══ AVAILABLE RECORDS ══

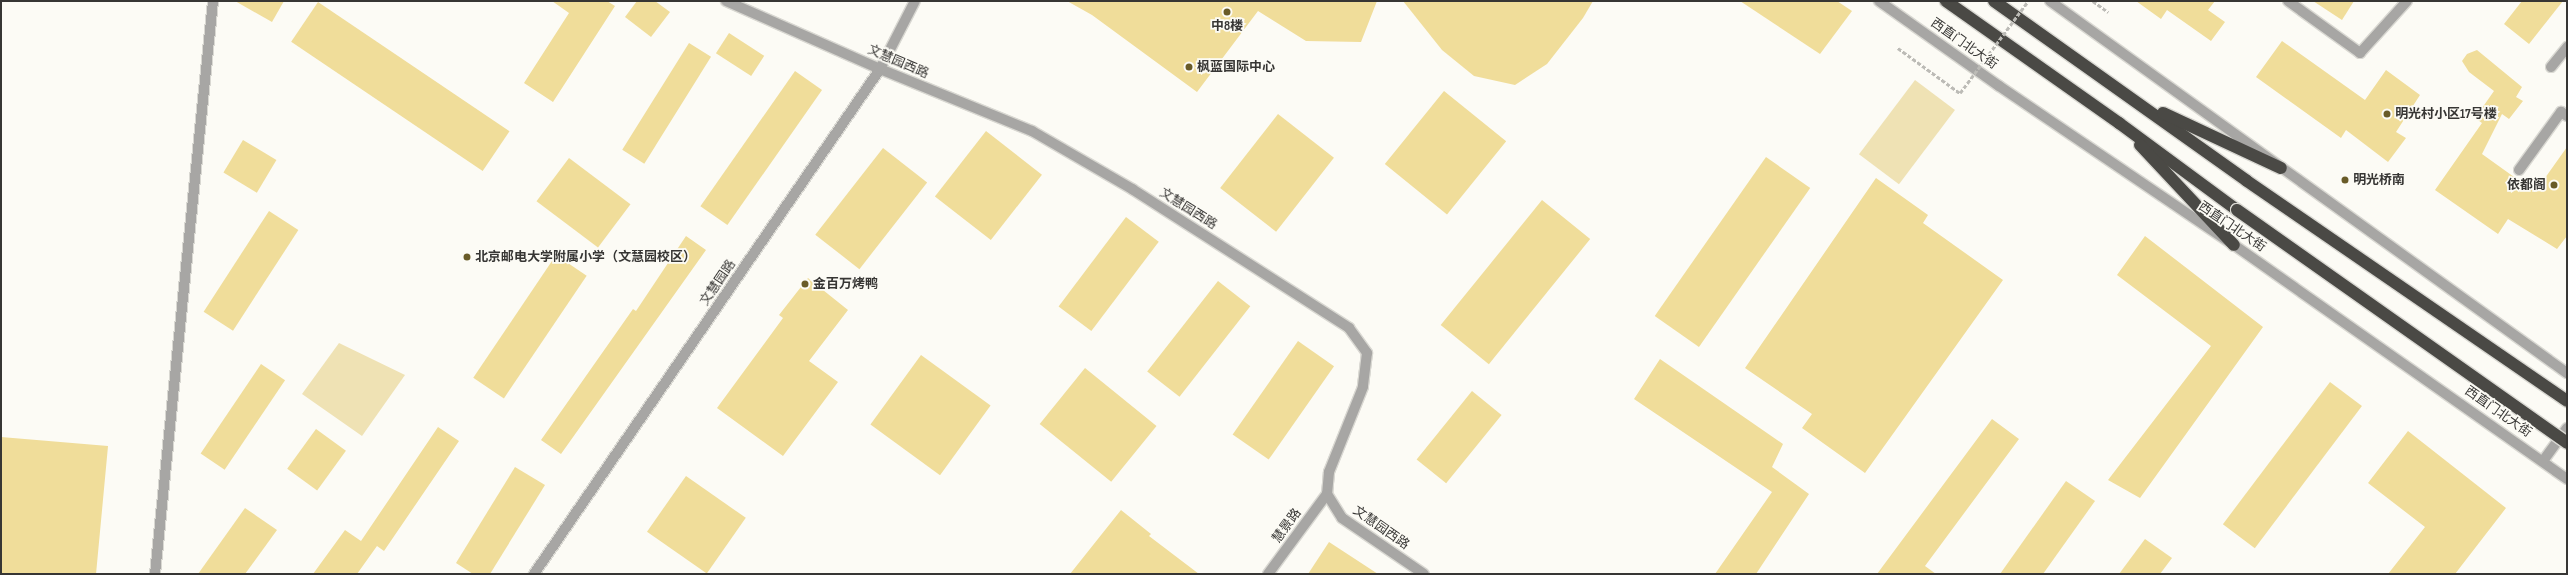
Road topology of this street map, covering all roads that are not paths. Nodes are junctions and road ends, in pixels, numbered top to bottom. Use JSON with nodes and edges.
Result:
{"nodes":[{"id":1,"x":213,"y":1,"type":"edge"},
{"id":2,"x":726,"y":1,"type":"edge"},
{"id":3,"x":915,"y":1,"type":"edge"},
{"id":4,"x":1879,"y":1,"type":"edge"},
{"id":5,"x":1946,"y":1,"type":"edge"},
{"id":6,"x":1994,"y":1,"type":"edge"},
{"id":7,"x":2050,"y":1,"type":"edge"},
{"id":8,"x":2288,"y":1,"type":"edge"},
{"id":9,"x":2407,"y":1,"type":"edge"},
{"id":10,"x":2567,"y":47,"type":"edge"},
{"id":11,"x":2551,"y":67,"type":"dead end"},
{"id":12,"x":880,"y":69,"type":"junction"},
{"id":13,"x":2138,"y":102,"type":"junction"},
{"id":14,"x":2567,"y":116,"type":"edge"},
{"id":15,"x":2119,"y":123,"type":"junction"},
{"id":16,"x":2281,"y":168,"type":"junction"},
{"id":17,"x":2519,"y":170,"type":"dead end"},
{"id":18,"x":2234,"y":245,"type":"junction"},
{"id":19,"x":2567,"y":373,"type":"edge"},
{"id":20,"x":2567,"y":401,"type":"edge"},
{"id":21,"x":2567,"y":428,"type":"edge"},
{"id":22,"x":2567,"y":443,"type":"edge"},
{"id":23,"x":2543,"y":461,"type":"junction"},
{"id":24,"x":2567,"y":479,"type":"edge"},
{"id":25,"x":1327,"y":494,"type":"junction"},
{"id":26,"x":155,"y":574,"type":"edge"},
{"id":27,"x":534,"y":574,"type":"edge"},
{"id":28,"x":1268,"y":574,"type":"edge"},
{"id":29,"x":1424,"y":574,"type":"edge"}],
"edges":[{"from":1,"to":26,"type":"street"},
{"from":2,"to":12,"type":"street","name":"文慧园西路"},
{"from":3,"to":12,"type":"street","name":"文慧园路"},
{"from":4,"to":18,"type":"street","name":"西直门北大街"},
{"from":5,"to":15,"type":"highway","name":"西直门北大街"},
{"from":6,"to":13,"type":"highway"},
{"from":7,"to":16,"type":"street"},
{"from":8,"to":9,"type":"street"},
{"from":10,"to":11,"type":"street"},
{"from":12,"to":25,"type":"street","name":"文慧园西路"},
{"from":12,"to":27,"type":"street","name":"文慧园路"},
{"from":13,"to":16,"type":"highway"},
{"from":13,"to":20,"type":"highway"},
{"from":14,"to":17,"type":"street"},
{"from":15,"to":18,"type":"highway"},
{"from":15,"to":22,"type":"highway","name":"西直门北大街","bridge":true},
{"from":16,"to":19,"type":"street"},
{"from":18,"to":23,"type":"street","name":"西直门北大街"},
{"from":21,"to":23,"type":"street"},
{"from":23,"to":24,"type":"street","name":"西直门北大街"},
{"from":25,"to":28,"type":"street","name":"慧景路"},
{"from":25,"to":29,"type":"street","name":"文慧园西路"}]}
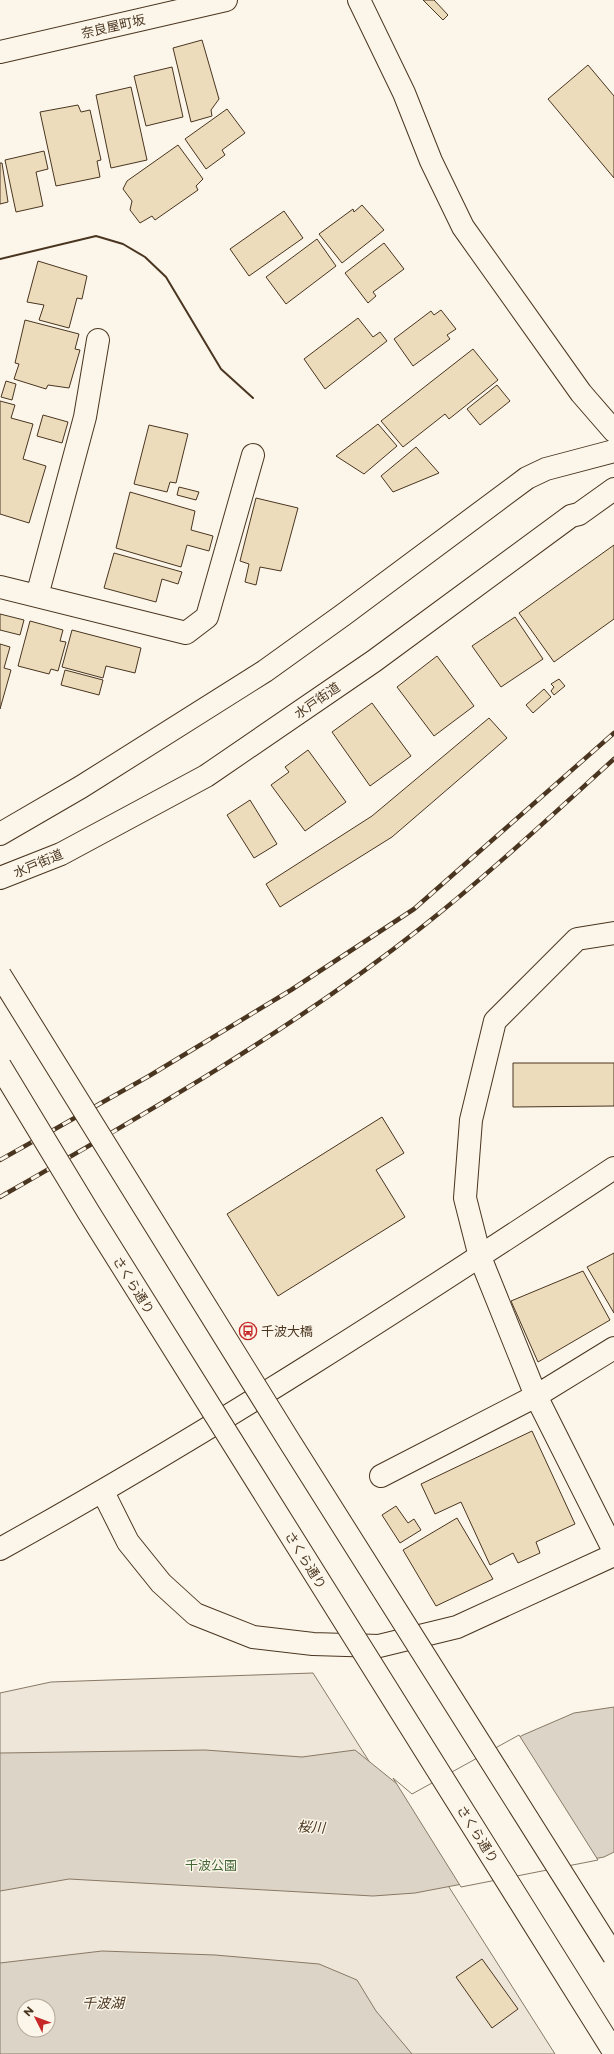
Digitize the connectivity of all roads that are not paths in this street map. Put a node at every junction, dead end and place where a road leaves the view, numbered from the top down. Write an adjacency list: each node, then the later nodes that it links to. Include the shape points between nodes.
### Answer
1 (226, 0): 3 (street, 奈良屋町坂)
2 (359, 0): 5 (street, via 404,93 431,161 463,227 581,393)
3 (0, 52)
4 (98, 340): 10 (street, via 85,417)
5 (614, 431)
6 (614, 451): 11 (street, via 546,469 527,478 265,671)
7 (253, 455): 10 (street, via 207,617 186,633)
8 (614, 489): 12 (street, 水戸街道, via 579,514 571,516 374,661 206,776 61,854)
9 (0, 587): 10 (street)
10 (37, 596)
11 (0, 834)
12 (0, 878)
13 (614, 933): 17 (street, via 577,939 495,1021 470,1120 465,1198)
14 (0, 975): 25 (street, bridge, via 288,1439)
15 (0, 1066): 26 (street, さくら通り, bridge, via 89,1213)
16 (614, 1168): 17 (street)
17 (480, 1257): 19 (street); 21 (street)
18 (614, 1348): 19 (street)
19 (536, 1396): 20 (street); 23 (street)
20 (381, 1476)
21 (103, 1492): 22 (street); 24 (street, via 128,1542 162,1583 196,1614 253,1637 313,1644 379,1646 457,1627)
22 (0, 1549)
23 (614, 1550)
24 (614, 1555)
25 (614, 1956)
26 (614, 2052)

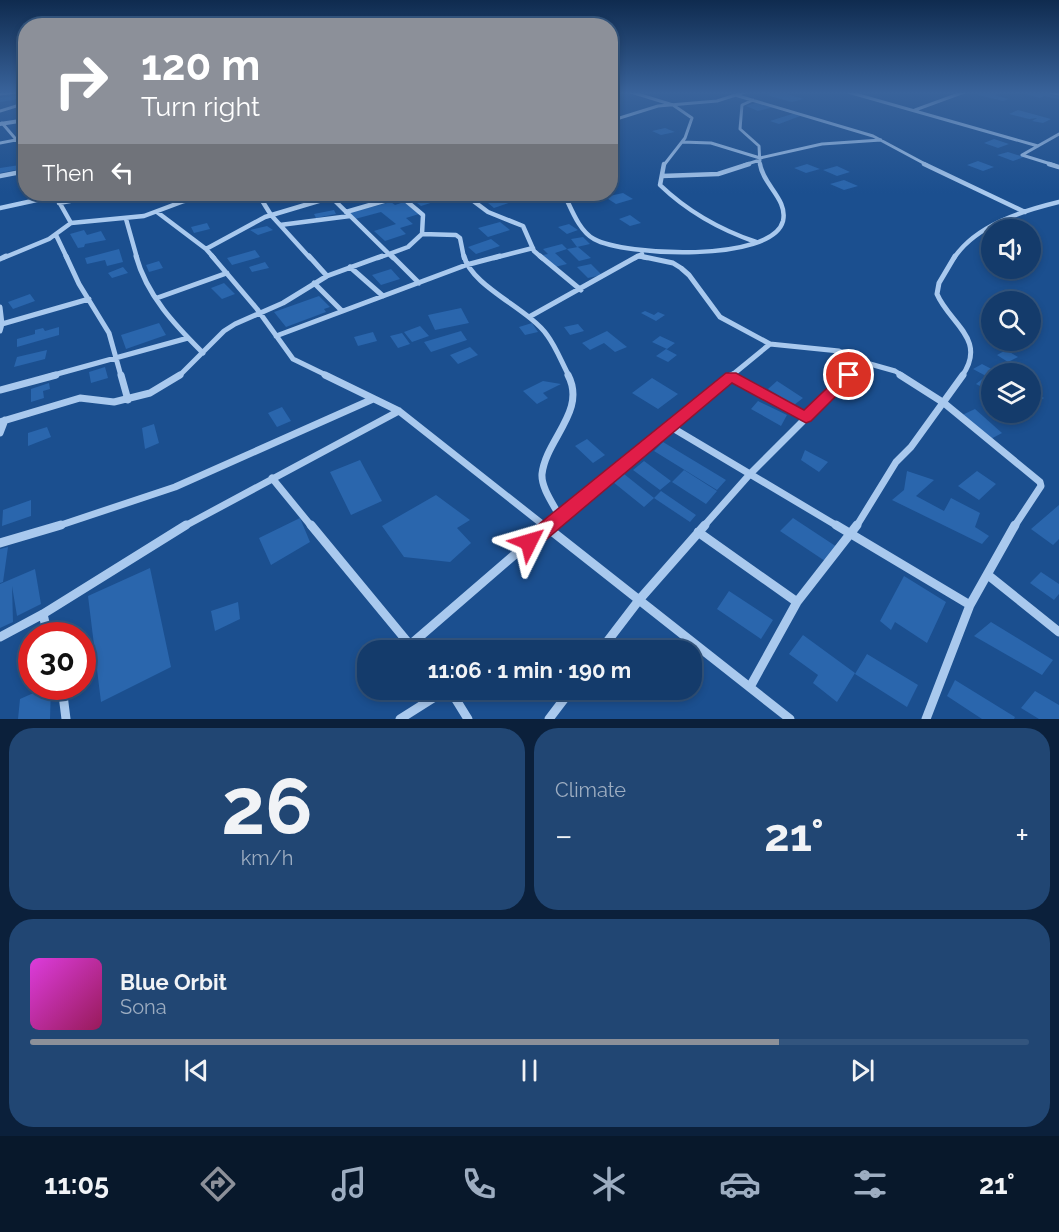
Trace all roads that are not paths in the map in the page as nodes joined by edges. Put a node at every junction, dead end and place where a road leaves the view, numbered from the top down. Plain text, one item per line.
1 (2, 126) edge
2 (689, 126) edge
3 (740, 126) edge
4 (836, 126) edge
5 (968, 126) edge
6 (1059, 134) edge
7 (18, 139) edge
8 (15, 140) junction
9 (883, 140) junction
10 (682, 142) junction
11 (0, 143) edge
12 (18, 143) edge
13 (1038, 146) junction
14 (760, 159) junction
15 (1059, 167) edge
16 (18, 173) edge
17 (0, 176) edge
18 (662, 176) junction
19 (29, 201) edge
20 (70, 201) edge
21 (184, 201) edge
22 (262, 201) edge
23 (312, 201) edge
24 (335, 201) edge
25 (383, 201) edge
26 (406, 201) edge
27 (473, 201) edge
28 (568, 201) edge
29 (1059, 202) edge
30 (59, 203) joint
31 (0, 208) edge
32 (157, 212) junction
33 (1025, 212) junction
34 (348, 214) junction
35 (271, 215) junction
36 (126, 219) junction
37 (71, 223) junction
38 (280, 225) junction
39 (422, 234) junction
40 (56, 235) junction
41 (756, 242) junction
42 (533, 248) junction
43 (206, 249) junction
44 (645, 252) junction
45 (387, 254) junction
46 (639, 256) junction
47 (0, 259) edge
48 (466, 265) junction
49 (350, 267) junction
50 (227, 273) junction
51 (327, 276) junction
52 (419, 282) junction
53 (314, 283) junction
54 (581, 290) junction
55 (383, 296) junction
56 (157, 298) junction
57 (89, 299) junction
58 (0, 308) edge
59 (342, 311) junction
60 (259, 313) junction
61 (529, 317) junction
62 (1, 327) edge
63 (276, 336) junction
64 (188, 338) junction
65 (770, 344) junction
66 (203, 353) junction
67 (117, 359) junction
68 (863, 361) junction
69 (731, 376) junction
70 (0, 390) edge
71 (373, 399) junction
72 (128, 400) junction
73 (944, 403) junction
74 (399, 411) junction
75 (806, 418) junction
76 (3, 421) edge
77 (671, 427) junction
78 (0, 433) edge
79 (750, 474) junction
80 (272, 478) junction
81 (560, 517) junction
82 (546, 528) junction
83 (698, 532) junction
84 (852, 534) junction
85 (0, 543) edge
86 (988, 575) junction
87 (639, 600) junction
88 (797, 602) junction
89 (970, 605) junction
90 (43, 614) junction
91 (45, 622) edge
92 (1059, 632) edge
93 (0, 637) edge
94 (406, 640) edge
95 (422, 640) edge
96 (608, 640) edge
97 (750, 687) junction
98 (64, 700) edge
99 (431, 700) edge
100 (455, 700) edge
101 (564, 700) edge
102 (551, 718) edge
103 (66, 719) edge
104 (400, 719) edge
105 (468, 719) edge
106 (790, 719) edge
107 (926, 719) edge

1 - 8 street
2 - 10 street
3 - 14 street
4 - 9 street
5 - 13 street
6 - 13 street
7 - 8 street
8 - 11 street
8 - 12 street
9 - 14 street
9 - 33 street
10 - 14 street
10 - 18 street
13 - 15 street
14 - 18 street
14 - 41 street
16 - 17 street
18 - 41 street
19 - 31 street
20 - 30 street
21 - 32 street
22 - 35 street
23 - 35 street
24 - 34 street
25 - 34 street
26 - 39 street
27 - 42 street
28 - 44 street
29 - 33 street
30 - 37 street
32 - 36 street
32 - 43 street
33 - 73 street
34 - 38 street
34 - 45 street
35 - 38 street
35 - 43 street
36 - 37 street
36 - 56 street
37 - 40 street
38 - 51 street
39 - 45 street
39 - 48 street
40 - 47 street
40 - 57 street
41 - 44 street
42 - 48 street
42 - 54 street
43 - 50 street
44 - 46 street
45 - 49 street
45 - 52 street
46 - 54 street
46 - 65 street
48 - 52 street
48 - 61 street
49 - 51 street
49 - 55 street
50 - 56 street
50 - 60 street
51 - 53 street
52 - 55 street
53 - 59 street
53 - 60 street
54 - 61 street
55 - 59 street
56 - 64 street
57 - 62 street
57 - 67 street
58 - 62 street
59 - 63 street
60 - 63 street
60 - 66 street
61 - 81 street
63 - 71 street
64 - 66 street
64 - 67 street
65 - 68 street
65 - 69 street
66 - 72 street
67 - 70 street
67 - 72 street
68 - 73 street
68 - 75 street
69 - 75 street
69 - 77 street
71 - 74 street
71 - 85 street
72 - 76 street
73 - 84 street
73 - 86 street
74 - 80 street
74 - 82 street
75 - 79 street
76 - 78 street
77 - 79 street
77 - 81 street
79 - 83 street
79 - 84 street
80 - 90 street
80 - 94 street
81 - 82 street
82 - 87 street
82 - 95 street
83 - 87 street
83 - 88 street
84 - 88 street
84 - 89 street
86 - 89 street
86 - 92 street
87 - 96 street
87 - 97 street
88 - 97 street
89 - 107 street
90 - 91 street
90 - 93 street
97 - 106 street
98 - 103 street
99 - 104 street
100 - 105 street
101 - 102 street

═══

Say the number of lines above that include "where", and only that.

2